Dans le souci de faciliter le développement des provinces, le législateur congolais exige la retenue à la source des recettes à caractère national avant tout envoie auprès du gouvernement central. Malheureusement, ceci demeure une utopie et les provinces restent confrontées à des multiples difficultés.
En République Démocratique du Congo, l’article 175 de la Constitution dispose que « la part des recettes à caractère national allouée aux provinces est établie à 40%. Elle est retenue à la source ».
Malgré cette exigence légale, les services de fisc notamment la Direction Générale des Impôts (DGI), la Direction Générale des Recettes Administratives, Judiciaires et Domaniales (DGRAD) et la Direction Générale de Douane et Assises (DGDA) chargés de recouvrement et la centralisation des recettes ne sont pas autorisés de retenir même un seul franc congolais au niveau provincial avant l’expédition de ces recettes au niveau national.
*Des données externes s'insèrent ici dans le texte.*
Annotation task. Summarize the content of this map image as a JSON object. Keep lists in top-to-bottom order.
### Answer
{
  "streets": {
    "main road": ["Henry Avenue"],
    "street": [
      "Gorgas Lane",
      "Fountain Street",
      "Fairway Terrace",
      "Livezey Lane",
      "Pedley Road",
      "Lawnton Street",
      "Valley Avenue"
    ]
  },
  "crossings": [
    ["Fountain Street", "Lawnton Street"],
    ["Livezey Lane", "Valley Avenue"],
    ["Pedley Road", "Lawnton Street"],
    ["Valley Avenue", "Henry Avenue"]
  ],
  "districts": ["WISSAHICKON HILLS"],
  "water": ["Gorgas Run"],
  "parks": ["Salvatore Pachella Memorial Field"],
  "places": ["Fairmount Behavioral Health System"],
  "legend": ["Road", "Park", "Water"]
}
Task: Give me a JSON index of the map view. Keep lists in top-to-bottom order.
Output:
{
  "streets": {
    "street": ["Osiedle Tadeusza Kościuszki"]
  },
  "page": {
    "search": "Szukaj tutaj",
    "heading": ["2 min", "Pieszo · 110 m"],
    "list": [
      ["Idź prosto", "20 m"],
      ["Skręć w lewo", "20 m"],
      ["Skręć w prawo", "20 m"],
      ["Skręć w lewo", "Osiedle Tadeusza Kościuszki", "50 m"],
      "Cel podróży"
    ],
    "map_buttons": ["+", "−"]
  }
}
Depuis 2006 jusqu’aujourd’hui, les provinces se plaignent de l’absence totale de la retenue à la source et peinent à se développer. Beaucoup des plaidoyers sont depuis orientés vers le gouvernement central dans le but de le stimuler à rendre effective le 40% de la retenue à la source garantie par la constitution du pays, mais tous ces efforts sont restés vain.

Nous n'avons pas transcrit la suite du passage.